Parteien, ob von links oder rechts, haben unsere Werte längst verraten; sie reden vom Handeln, aber nur, um Wählerstimmen zu gewinnen. Politiker aller Couleur versprechen Unterstützung, reden von Entschlossenheit, von Waffenlieferungen, vielleicht sogar von Taurus-Raketen – und tun am Ende: nichts. Sie sprechen, aber handeln nicht. Ich bin frustriert. Und müde von all den leeren Worten. Sie treten unsere Forderungen mit Füßen, spucken auf unsere Überzeugungen und fordern uns nun auf, das Opfer – die Ukraine – für einen faulen Frieden zu verkaufen.
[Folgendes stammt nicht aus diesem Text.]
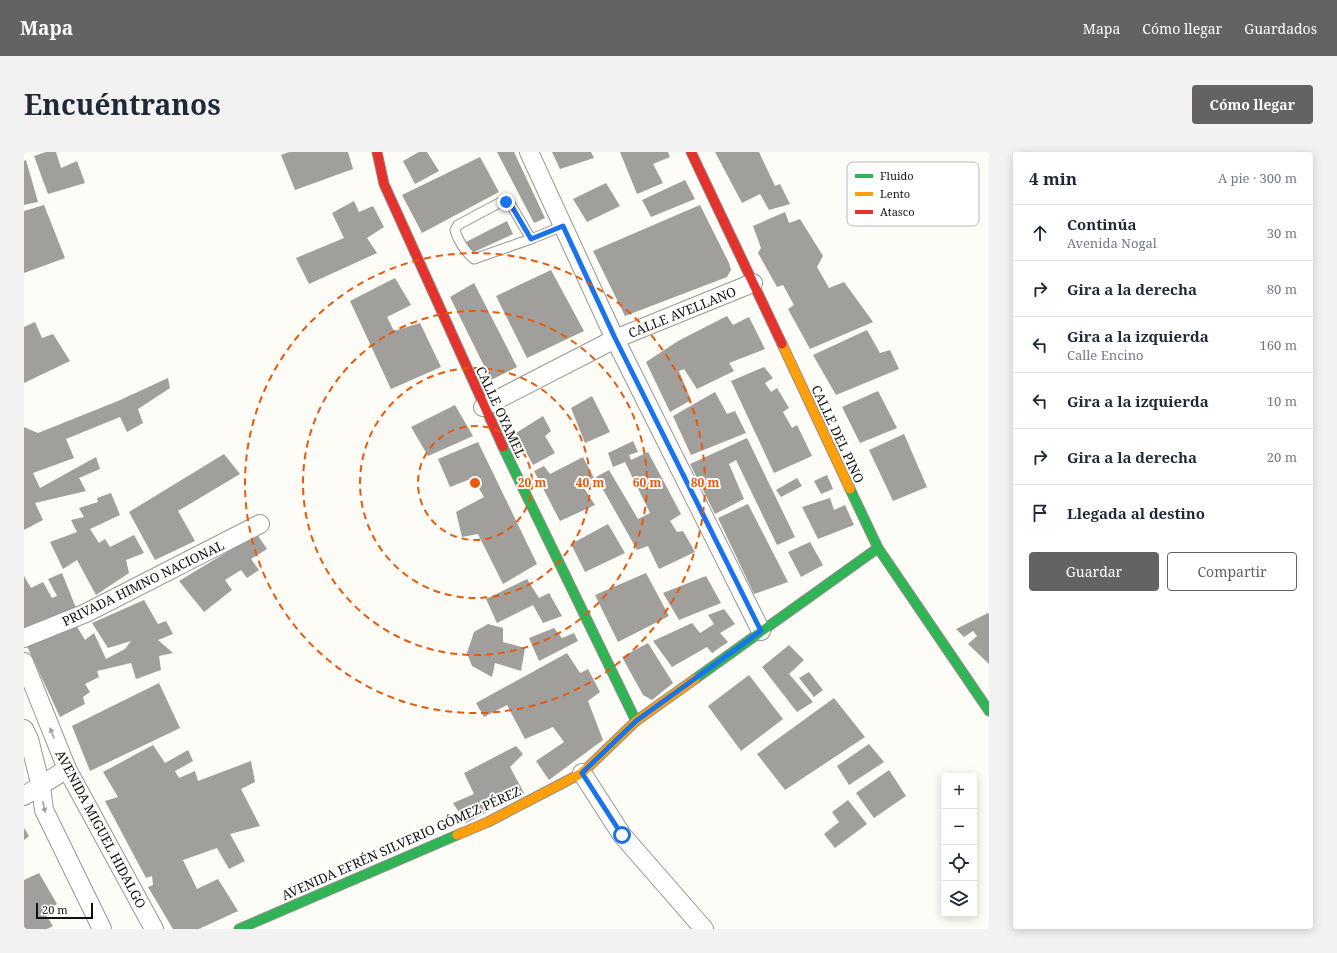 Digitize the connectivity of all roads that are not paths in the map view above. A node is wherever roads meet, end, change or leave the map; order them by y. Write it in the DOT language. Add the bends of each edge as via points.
graph roads {
  1 [pos="377,152"];
  2 [pos="529,152"];
  3 [pos="690,152"];
  4 [pos="563,226"];
  5 [pos="531,239"];
  6 [pos="753,283"];
  7 [pos="615,338"];
  8 [pos="483,407"];
  9 [pos="260,524"];
  10 [pos="878,548"];
  11 [pos="761,631"];
  12 [pos="24,638"];
  13 [pos="24,662"];
  14 [pos="989,711"];
  15 [pos="636,721"];
  16 [pos="24,729"];
  17 [pos="67,769"];
  18 [pos="582,773"];
  19 [pos="41,787"];
  20 [pos="24,796"];
  21 [pos="102,929"];
  22 [pos="154,929"];
  23 [pos="238,929"];
  24 [pos="704,929"];
  1 -- 8 [label="street, CALLE OYAMEL" via="384,184"];
  2 -- 4 [label="street"];
  3 -- 6 [label="street, CALLE DEL PINO"];
  4 -- 5 [label="lane"];
  4 -- 7 [label="street"];
  5 -- 5 [label="lane" via="474,259 455,230 458,225 501,202 506,202 511,205"];
  6 -- 7 [label="street, CALLE AVELLANO"];
  6 -- 10 [label="street, CALLE DEL PINO"];
  7 -- 8 [label="street, CALLE AVELLANO"];
  7 -- 11 [label="street"];
  8 -- 15 [label="street, CALLE OYAMEL"];
  9 -- 12 [label="street, PRIVADA HIMNO NACIONAL" via="86,613"];
  10 -- 11 [label="street, AVENIDA EFRÉN SILVERIO GÓMEZ PÉREZ"];
  10 -- 14 [label="street, CALLE DEL PINO"];
  11 -- 15 [label="street, AVENIDA EFRÉN SILVERIO GÓMEZ PÉREZ"];
  17 -- 13 [label="street, AVENIDA MIGUEL HIDALGO, one-way"];
  15 -- 18 [label="street, AVENIDA EFRÉN SILVERIO GÓMEZ PÉREZ"];
  16 -- 19 [label="street, AVENIDA MIGUEL HIDALGO"];
  17 -- 19 [label="street"];
  17 -- 22 [label="street, AVENIDA MIGUEL HIDALGO"];
  18 -- 23 [label="street, AVENIDA EFRÉN SILVERIO GÓMEZ PÉREZ" via="488,822"];
  18 -- 24 [label="street" via="622,835"];
  19 -- 20 [label="street"];
  19 -- 21 [label="street, AVENIDA MIGUEL HIDALGO, one-way" via="44,810"];
} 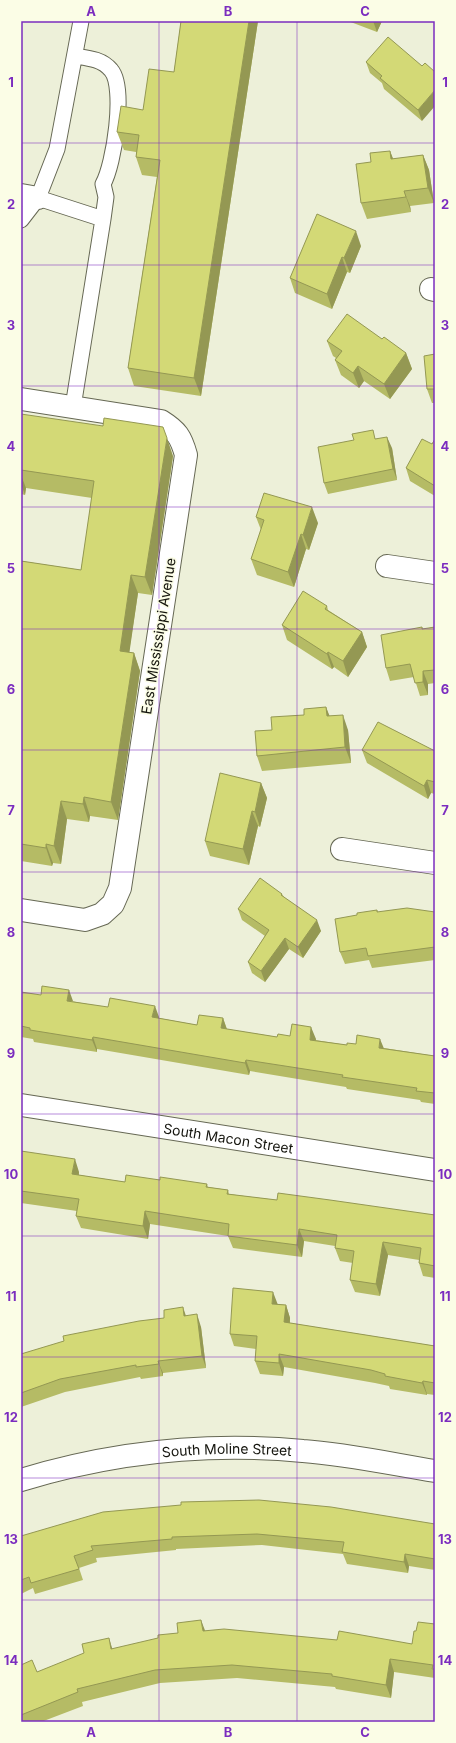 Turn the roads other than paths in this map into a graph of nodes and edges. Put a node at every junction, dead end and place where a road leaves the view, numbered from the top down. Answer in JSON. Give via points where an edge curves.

Sie rufen uns zu, die Hilfe zu verweigern, den Blick abzuwenden. Und auch in Deutschland haben diese Parteien längst an Boden gewonnen. Die jüngsten Wahlen, besonders in Ostdeutschland – ausgerechnet dort, wo man doch wissen sollte, was es bedeutet, unter sowjetischer Herrschaft zu leben! Auch dort hat man die Zeichen ignoriert. Wie kann das sein? Wie konnten wir das zulassen?
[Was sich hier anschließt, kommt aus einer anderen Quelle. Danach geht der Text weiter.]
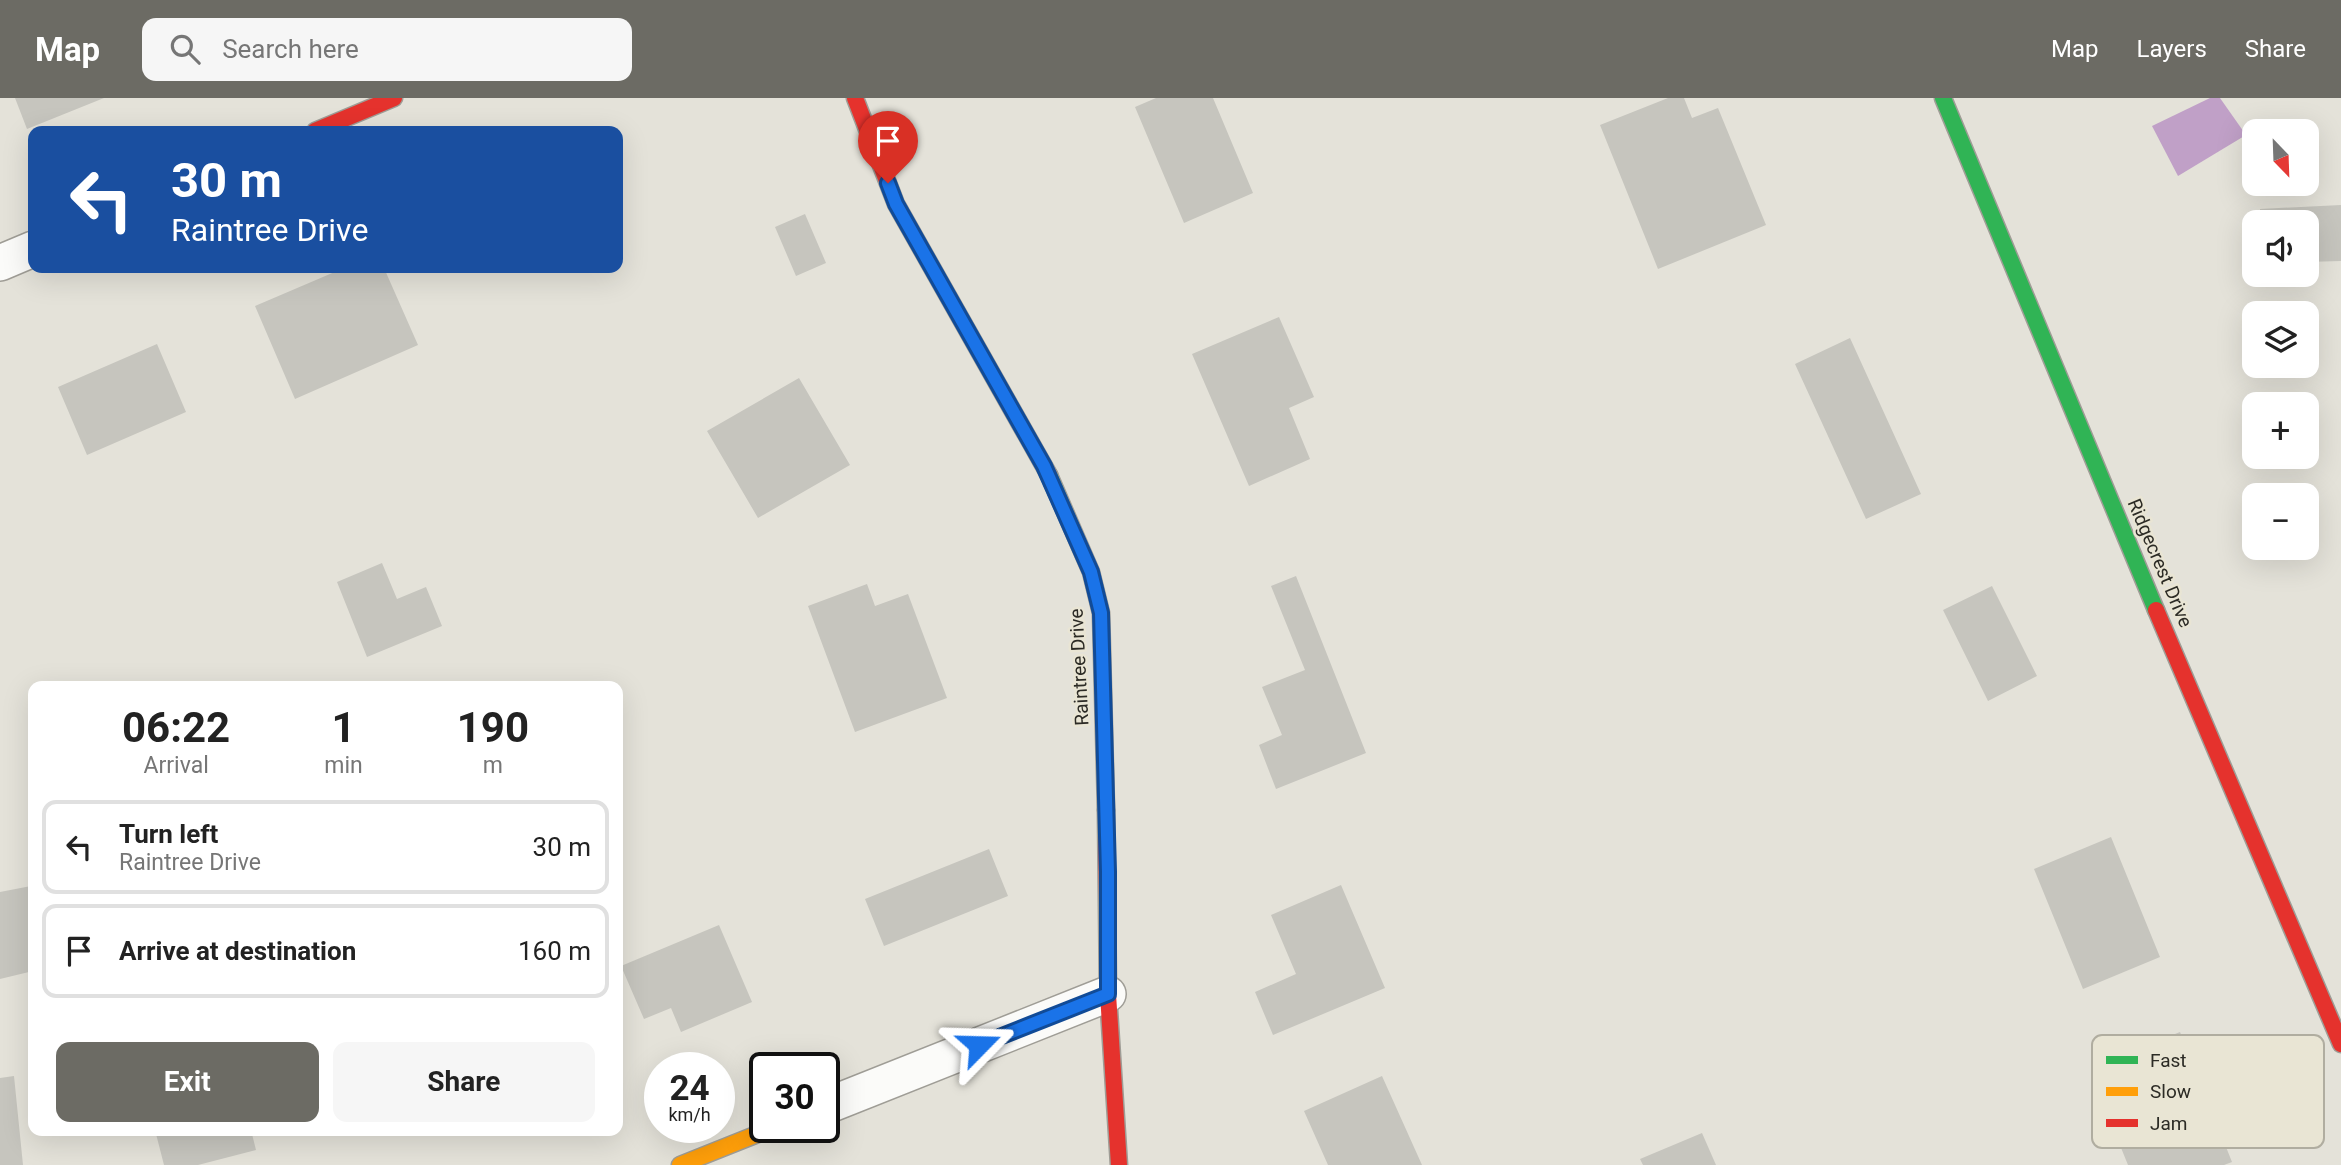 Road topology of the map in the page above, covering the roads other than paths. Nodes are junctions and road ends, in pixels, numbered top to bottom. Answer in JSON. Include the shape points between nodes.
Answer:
{"nodes":[{"id":1,"x":394,"y":98,"type":"edge"},
{"id":2,"x":855,"y":98,"type":"edge"},
{"id":3,"x":1943,"y":98,"type":"edge"},
{"id":4,"x":326,"y":126,"type":"edge"},
{"id":5,"x":28,"y":251,"type":"edge"},
{"id":6,"x":0,"y":263,"type":"edge"},
{"id":7,"x":1108,"y":994,"type":"junction"},
{"id":8,"x":2341,"y":1044,"type":"edge"},
{"id":9,"x":840,"y":1101,"type":"edge"},
{"id":10,"x":749,"y":1137,"type":"edge"},
{"id":11,"x":680,"y":1165,"type":"edge"},
{"id":12,"x":1119,"y":1165,"type":"edge"}],
"edges":[{"from":1,"to":4,"type":"street"},
{"from":2,"to":7,"type":"street","name":"Raintree Drive","via":[[896,204],[1044,466],[1091,572],[1101,613],[1104,658]]},
{"from":3,"to":8,"type":"street","name":"Ridgecrest Drive"},
{"from":5,"to":6,"type":"street"},
{"from":7,"to":9,"type":"street"},
{"from":7,"to":12,"type":"street","name":"Raintree Drive"},
{"from":10,"to":11,"type":"street"}]}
Wenn der moralische Kompass ruckelt

Herr Havel, ich schreibe Ihnen in der Illusion, Sie könnten mir antworten. Vielleicht ist es aber auch nur ein verzweifelter Versuch, eine Antwort in meinem eigenen Inneren zu finden. Was kann ich tun? Was sollen wir tun in einer Zeit, in der der moralische Kompass ruckelt, in der die Fundamente unserer Gesellschaft, die auf Gerechtigkeit gebaut sind, bröckeln und auseinanderzufallen drohen? Die öffentliche Debatte ist ein Sumpf aus Manipulation und Desinformation, und die einst unantastbaren Werte von Wahrheit und Integrität werden wie Spielkarten im Wind zerstreut. Wie lange können wir das noch ertragen, bevor alles, was wir für richtig hielten, unwiderruflich verloren ist?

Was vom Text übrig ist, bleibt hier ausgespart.